Weekly retail gasoline prices skyrocketed to $3.19 a gallon, according to the Department of Energy. The price spikes are being driven by the popular revolts spreading across the Middle East.
Daniel O'Connell, vice president of energy at MF Global, said if gas prices continue to accelerate ahead of May, when "driving season" picks up, "it will cripple the economy."
The U.S. weekly average price per gallon was up 54 cents from a year ago, and slightly higher than last week's $3.14. This was the highest weekly price posted during the month of February since 1990, from available data. The most expensive regions again are New England at $3.23 and California at $3.56.
On Tuesday, oil surged to $93.57 in New York trading, up 8.5 percent since Friday's close, the biggest one day jump in nearly three years. Wednesday's price rose anther 2 percent by late morning.
O'Connell said if crude oil does reach the brief high of $147 a barrel from July 2008, then the price of gas could also average $4.11 as it did then. In that scenario, he said consumers and retailers would not be able to absorb the higher gas prices as they did three years ago.
However, O'Connell said he does not suspect gas and oil prices to continue to accelerate for very long.
"It's going way up way too fast," said O'Connell.
And why are gas prices going up?
"In a word: Libya," says petroleum expert Andrew Lipow, president of Lipow Oil Associates in Houston. He has been following gas prices one way or another for more than 30 years.
As protests seemed to subside in Egypt, anti-government unrest continued in Bahrain and Libya. In a speech on Tuesday, defiant Libyan strongman Moammar Gadhafi said he maintains control of the country despite the spread of anti-government protests from the city of Benghazi to the capital, Tripoli, yesterday.
Unlike Egypt and Bahrain, Lipow says, Libya is a significant exporter of light sweet crude.
Most of that gets exported to Europe: Italy, Germany, France and Spain. So, how does it affect the United States? We import 40 percent of our crude from Europe, refine it, and then export back to them the distillates, including gasoline and diesel. So, any disruption in Europe gets felt in the 50 states.
"You hear that we import a lot of crude," says Lipow. "And yes, we import about 9 million barrels a day.
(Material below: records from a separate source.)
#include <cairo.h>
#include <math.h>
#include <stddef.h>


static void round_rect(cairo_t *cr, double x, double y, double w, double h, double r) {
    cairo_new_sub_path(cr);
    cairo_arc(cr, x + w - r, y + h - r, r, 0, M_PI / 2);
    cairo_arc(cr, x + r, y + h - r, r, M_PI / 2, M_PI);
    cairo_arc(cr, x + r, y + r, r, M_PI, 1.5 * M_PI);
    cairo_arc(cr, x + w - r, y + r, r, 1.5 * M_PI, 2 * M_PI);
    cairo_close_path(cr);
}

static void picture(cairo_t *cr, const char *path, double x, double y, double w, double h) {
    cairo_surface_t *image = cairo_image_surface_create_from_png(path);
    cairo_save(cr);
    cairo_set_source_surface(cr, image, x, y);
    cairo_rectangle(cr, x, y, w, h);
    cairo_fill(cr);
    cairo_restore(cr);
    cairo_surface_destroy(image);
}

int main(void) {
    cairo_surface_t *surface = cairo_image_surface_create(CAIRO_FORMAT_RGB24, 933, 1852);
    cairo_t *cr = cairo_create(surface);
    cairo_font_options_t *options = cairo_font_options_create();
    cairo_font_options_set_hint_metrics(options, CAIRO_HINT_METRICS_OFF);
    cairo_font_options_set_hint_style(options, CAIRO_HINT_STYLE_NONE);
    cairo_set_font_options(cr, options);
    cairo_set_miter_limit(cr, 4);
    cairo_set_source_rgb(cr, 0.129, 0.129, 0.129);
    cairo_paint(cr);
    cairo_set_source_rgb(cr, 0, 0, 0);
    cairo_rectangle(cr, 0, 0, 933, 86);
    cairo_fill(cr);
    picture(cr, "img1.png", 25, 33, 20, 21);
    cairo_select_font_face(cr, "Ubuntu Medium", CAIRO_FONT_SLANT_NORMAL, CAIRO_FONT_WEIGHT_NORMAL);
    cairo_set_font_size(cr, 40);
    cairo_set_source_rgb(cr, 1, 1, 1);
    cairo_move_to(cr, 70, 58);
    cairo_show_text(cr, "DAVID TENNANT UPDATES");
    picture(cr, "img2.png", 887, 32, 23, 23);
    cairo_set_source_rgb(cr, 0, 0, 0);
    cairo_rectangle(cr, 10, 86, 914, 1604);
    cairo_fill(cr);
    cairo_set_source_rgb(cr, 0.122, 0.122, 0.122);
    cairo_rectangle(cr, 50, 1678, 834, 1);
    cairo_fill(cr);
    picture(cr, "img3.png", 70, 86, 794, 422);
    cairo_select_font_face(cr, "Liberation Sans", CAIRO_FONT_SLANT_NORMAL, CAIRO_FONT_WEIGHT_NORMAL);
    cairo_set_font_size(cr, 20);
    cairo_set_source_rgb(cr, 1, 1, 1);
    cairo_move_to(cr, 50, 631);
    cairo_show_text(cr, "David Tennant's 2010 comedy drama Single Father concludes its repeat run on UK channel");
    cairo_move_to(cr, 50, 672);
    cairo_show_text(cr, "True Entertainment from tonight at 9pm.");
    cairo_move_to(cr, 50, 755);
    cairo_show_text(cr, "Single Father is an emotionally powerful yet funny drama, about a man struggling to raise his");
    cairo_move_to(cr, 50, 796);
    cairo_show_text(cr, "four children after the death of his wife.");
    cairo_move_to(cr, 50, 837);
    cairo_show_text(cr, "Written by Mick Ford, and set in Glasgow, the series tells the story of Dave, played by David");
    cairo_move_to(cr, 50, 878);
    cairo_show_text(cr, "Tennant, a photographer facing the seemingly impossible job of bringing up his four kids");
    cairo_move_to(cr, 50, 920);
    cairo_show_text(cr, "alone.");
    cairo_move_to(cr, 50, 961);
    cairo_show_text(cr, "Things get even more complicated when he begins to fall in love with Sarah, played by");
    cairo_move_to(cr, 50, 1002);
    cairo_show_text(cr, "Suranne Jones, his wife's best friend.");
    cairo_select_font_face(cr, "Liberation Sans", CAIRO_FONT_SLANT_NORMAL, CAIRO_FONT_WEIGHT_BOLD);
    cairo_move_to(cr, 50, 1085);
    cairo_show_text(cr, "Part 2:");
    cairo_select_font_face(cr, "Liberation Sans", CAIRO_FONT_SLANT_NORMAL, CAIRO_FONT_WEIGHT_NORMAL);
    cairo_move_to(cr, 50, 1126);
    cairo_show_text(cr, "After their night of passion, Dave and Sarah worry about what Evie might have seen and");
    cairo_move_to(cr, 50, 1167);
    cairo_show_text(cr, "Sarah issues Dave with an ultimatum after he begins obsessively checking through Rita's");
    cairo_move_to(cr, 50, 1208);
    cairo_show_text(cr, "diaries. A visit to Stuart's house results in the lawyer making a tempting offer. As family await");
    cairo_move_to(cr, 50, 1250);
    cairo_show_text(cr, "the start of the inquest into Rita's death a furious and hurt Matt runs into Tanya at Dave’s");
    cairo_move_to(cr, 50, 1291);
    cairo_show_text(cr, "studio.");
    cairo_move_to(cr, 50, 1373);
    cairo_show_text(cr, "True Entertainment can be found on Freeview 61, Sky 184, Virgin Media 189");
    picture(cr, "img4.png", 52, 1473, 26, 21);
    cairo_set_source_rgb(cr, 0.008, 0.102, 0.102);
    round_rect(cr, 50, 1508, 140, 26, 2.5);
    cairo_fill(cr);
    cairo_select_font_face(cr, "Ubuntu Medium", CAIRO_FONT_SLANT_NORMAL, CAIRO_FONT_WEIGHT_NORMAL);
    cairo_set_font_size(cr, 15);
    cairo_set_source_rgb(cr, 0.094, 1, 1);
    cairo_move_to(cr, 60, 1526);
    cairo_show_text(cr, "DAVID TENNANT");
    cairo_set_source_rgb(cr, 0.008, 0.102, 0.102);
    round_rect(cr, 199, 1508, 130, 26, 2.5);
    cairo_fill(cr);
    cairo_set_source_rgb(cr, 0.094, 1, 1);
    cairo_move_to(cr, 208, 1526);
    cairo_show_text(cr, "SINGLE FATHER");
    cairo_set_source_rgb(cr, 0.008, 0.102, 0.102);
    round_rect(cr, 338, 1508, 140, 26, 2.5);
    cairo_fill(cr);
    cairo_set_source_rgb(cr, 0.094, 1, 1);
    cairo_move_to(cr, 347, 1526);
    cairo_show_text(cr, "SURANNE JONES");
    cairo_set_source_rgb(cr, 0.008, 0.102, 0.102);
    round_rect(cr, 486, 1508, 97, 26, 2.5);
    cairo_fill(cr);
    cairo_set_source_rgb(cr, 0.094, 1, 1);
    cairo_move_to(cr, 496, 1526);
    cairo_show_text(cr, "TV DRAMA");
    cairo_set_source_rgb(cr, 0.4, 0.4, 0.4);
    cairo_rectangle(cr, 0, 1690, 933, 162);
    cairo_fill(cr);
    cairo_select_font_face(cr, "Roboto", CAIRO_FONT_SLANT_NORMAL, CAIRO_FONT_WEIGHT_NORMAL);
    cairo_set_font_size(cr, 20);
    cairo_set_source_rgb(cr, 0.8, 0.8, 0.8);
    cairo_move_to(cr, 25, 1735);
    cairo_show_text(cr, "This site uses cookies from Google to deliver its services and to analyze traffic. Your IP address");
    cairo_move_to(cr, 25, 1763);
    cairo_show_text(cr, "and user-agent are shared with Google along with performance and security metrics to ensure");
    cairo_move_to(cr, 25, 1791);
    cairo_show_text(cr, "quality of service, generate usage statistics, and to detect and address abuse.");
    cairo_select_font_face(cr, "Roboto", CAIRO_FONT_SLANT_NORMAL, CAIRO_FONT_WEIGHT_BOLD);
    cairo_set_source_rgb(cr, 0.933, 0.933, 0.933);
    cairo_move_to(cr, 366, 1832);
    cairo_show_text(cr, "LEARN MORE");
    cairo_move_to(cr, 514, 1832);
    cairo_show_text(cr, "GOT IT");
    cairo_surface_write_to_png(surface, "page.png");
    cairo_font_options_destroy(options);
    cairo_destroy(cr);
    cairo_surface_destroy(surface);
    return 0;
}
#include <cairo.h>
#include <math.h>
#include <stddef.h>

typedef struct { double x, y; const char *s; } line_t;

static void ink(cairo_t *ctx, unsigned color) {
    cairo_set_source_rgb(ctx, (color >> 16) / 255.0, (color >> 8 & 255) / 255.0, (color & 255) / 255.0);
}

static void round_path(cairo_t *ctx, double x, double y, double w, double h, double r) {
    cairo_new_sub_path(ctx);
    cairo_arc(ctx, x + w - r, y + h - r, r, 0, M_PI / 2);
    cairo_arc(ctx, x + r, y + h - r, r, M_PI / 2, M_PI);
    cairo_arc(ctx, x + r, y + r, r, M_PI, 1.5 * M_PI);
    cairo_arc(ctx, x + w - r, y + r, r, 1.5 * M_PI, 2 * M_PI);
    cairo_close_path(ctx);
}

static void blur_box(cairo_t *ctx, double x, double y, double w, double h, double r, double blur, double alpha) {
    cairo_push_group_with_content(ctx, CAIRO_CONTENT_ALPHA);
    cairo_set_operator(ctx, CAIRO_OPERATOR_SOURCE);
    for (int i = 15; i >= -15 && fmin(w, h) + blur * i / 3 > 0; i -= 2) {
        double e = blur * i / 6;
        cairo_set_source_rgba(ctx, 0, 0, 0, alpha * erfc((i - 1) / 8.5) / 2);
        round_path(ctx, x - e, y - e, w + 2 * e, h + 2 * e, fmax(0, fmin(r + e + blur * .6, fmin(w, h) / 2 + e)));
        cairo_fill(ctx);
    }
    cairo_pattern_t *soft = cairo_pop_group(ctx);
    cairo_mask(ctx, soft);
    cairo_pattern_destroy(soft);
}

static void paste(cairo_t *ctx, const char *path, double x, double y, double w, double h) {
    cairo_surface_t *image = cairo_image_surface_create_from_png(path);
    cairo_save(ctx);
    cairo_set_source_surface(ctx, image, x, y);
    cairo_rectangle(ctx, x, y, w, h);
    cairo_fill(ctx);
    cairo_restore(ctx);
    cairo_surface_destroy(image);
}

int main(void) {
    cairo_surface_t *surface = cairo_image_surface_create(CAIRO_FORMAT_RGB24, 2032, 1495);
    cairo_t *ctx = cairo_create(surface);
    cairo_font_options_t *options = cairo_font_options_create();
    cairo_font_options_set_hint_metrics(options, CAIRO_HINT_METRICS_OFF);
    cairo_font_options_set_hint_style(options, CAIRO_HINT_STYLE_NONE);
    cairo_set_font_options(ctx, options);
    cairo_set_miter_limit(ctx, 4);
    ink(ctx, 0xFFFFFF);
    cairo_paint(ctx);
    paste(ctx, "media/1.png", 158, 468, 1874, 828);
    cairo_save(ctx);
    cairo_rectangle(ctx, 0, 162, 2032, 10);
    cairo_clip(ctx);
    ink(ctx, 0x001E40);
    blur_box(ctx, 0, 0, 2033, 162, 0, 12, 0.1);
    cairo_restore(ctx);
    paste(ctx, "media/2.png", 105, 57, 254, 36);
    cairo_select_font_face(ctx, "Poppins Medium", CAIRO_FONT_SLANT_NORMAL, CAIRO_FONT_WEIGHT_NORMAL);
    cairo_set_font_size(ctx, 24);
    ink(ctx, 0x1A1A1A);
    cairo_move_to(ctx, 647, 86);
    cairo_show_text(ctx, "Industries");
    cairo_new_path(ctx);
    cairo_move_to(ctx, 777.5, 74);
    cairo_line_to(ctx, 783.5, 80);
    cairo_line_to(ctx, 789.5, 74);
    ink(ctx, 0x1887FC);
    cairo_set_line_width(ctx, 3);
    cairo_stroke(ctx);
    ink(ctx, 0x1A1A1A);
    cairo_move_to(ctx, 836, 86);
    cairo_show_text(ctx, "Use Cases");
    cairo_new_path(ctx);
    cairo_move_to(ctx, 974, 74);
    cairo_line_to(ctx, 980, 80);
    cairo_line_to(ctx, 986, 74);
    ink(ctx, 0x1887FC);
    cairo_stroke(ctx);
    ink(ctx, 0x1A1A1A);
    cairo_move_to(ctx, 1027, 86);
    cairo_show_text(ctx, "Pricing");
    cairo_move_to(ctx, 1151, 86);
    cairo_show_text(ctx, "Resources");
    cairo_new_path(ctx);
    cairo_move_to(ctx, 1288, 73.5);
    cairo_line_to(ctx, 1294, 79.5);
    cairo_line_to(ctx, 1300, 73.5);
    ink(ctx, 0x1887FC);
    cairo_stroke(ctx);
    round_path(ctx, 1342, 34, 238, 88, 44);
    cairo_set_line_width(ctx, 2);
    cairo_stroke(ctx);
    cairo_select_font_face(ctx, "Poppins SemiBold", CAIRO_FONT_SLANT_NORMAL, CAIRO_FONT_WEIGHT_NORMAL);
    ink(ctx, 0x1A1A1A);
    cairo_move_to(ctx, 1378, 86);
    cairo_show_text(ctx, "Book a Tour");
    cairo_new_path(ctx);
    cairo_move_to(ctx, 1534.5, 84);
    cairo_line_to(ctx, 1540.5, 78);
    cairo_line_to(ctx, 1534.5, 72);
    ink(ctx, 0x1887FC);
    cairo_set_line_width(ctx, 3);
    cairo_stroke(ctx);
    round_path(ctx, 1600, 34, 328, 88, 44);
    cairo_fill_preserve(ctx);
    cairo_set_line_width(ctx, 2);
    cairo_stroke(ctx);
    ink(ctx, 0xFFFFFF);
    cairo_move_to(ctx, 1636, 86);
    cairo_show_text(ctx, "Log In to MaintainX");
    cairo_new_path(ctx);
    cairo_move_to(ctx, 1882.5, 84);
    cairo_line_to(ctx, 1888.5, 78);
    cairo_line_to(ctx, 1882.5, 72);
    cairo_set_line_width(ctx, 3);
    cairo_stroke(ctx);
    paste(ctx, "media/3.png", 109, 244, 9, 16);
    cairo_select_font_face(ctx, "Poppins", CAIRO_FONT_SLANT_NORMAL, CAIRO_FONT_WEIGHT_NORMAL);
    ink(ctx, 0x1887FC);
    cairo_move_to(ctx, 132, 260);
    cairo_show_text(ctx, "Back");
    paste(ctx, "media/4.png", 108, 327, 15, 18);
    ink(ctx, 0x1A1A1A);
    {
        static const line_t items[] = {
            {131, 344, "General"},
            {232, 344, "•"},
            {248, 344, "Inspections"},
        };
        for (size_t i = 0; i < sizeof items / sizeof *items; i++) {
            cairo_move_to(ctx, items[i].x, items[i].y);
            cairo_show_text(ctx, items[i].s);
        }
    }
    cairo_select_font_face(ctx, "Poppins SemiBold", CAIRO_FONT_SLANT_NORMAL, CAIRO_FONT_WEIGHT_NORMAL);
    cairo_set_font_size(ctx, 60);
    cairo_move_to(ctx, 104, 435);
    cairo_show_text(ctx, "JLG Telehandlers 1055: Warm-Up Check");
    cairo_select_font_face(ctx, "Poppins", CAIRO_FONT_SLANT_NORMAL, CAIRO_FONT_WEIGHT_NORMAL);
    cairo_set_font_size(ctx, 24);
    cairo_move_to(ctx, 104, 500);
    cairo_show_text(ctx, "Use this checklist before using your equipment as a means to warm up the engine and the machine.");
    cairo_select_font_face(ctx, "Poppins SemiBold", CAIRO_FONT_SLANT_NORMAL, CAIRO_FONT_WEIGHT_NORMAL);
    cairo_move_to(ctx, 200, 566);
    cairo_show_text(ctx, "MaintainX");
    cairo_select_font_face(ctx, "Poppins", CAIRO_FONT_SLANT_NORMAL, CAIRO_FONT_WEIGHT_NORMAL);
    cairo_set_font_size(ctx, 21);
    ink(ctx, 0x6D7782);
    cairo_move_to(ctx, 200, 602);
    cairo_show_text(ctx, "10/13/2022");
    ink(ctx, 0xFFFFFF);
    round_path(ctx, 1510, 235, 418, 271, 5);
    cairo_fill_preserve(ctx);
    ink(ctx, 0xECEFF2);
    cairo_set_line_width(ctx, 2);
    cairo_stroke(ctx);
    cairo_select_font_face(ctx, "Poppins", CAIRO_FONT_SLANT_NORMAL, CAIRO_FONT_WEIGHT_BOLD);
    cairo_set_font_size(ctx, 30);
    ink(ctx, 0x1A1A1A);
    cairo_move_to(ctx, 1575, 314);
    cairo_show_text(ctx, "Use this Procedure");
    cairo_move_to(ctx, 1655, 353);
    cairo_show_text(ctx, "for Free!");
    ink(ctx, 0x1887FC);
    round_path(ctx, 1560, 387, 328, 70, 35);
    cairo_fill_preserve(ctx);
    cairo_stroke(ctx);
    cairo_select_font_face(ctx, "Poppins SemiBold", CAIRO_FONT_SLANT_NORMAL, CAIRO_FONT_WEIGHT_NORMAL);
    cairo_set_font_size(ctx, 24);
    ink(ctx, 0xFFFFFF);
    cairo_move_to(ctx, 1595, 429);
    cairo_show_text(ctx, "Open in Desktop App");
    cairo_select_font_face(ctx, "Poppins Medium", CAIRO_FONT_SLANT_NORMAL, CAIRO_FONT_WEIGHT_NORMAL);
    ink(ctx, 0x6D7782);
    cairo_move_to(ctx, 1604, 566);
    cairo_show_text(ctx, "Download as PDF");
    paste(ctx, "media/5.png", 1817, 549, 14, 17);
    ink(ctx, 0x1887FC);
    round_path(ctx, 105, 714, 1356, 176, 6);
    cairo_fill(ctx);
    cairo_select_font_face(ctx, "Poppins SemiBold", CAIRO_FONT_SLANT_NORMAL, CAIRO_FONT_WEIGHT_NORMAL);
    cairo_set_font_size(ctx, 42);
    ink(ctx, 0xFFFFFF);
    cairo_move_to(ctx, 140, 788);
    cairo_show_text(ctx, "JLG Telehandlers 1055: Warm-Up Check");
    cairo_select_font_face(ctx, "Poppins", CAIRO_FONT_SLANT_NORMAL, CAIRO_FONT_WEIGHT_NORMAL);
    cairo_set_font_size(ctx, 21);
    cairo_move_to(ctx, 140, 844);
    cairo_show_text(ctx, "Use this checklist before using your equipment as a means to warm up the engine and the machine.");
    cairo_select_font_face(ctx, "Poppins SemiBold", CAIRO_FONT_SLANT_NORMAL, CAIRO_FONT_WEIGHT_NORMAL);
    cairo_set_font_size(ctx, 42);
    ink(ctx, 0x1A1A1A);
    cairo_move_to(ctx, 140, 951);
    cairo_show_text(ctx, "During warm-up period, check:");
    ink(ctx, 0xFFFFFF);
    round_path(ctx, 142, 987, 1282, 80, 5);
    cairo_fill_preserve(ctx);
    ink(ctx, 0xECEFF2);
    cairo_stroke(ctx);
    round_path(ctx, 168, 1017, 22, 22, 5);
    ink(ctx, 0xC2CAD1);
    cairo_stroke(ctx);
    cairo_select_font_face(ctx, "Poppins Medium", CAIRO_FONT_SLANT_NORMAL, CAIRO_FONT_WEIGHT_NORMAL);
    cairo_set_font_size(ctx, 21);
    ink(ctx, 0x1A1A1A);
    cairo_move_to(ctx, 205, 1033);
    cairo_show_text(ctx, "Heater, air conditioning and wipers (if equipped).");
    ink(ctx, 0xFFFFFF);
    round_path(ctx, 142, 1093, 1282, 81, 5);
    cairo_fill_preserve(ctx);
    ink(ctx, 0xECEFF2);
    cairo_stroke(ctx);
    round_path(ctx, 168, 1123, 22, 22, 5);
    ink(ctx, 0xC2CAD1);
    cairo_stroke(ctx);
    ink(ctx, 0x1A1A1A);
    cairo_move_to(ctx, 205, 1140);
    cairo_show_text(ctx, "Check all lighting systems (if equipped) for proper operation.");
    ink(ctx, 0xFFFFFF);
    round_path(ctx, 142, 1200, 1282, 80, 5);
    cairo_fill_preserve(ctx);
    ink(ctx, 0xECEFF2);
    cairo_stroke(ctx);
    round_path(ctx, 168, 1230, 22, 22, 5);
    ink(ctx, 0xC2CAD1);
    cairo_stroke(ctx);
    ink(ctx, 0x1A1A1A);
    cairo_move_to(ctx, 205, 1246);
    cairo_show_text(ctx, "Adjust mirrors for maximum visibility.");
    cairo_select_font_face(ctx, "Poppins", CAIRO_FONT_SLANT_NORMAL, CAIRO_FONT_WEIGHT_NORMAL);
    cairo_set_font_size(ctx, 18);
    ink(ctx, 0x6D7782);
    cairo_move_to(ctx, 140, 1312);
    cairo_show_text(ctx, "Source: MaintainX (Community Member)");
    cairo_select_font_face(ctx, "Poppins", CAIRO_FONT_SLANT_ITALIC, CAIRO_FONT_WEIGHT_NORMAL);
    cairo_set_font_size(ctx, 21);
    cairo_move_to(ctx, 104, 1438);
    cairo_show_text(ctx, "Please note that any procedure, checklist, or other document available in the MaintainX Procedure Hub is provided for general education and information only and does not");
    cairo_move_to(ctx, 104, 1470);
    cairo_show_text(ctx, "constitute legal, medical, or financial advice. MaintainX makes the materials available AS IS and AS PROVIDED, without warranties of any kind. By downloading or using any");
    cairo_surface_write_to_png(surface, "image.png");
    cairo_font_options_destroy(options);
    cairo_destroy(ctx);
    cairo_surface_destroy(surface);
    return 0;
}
But less than 1 percent of that comes from Libya. What the oil market is worried about now is, we've seen unrest spread throughout the Middle East -- Morocco, Algeria, Tunis, Egypt. What if that should spread to Saudi Arabia, which accounts for 9 percent of the world's supply? They are the supplier of 11 percent of our crude oil. The market is worried about that supply being disrupted."
Oil prices jumped above $93 a barrel in Asia today amid fears the violent protests in Libya could disrupt crude oil supplies. Weekly gas prices are expected to be released later this afternoon.
"Oil hates uncertainty. It hates political turmoil," says John Hoffmeister, CEO of Citizens for Affordable Energy and the former president of Shell Oil. "And traders will be having customers buy it as quickly as they can to lock in supplies, and that drives the price up."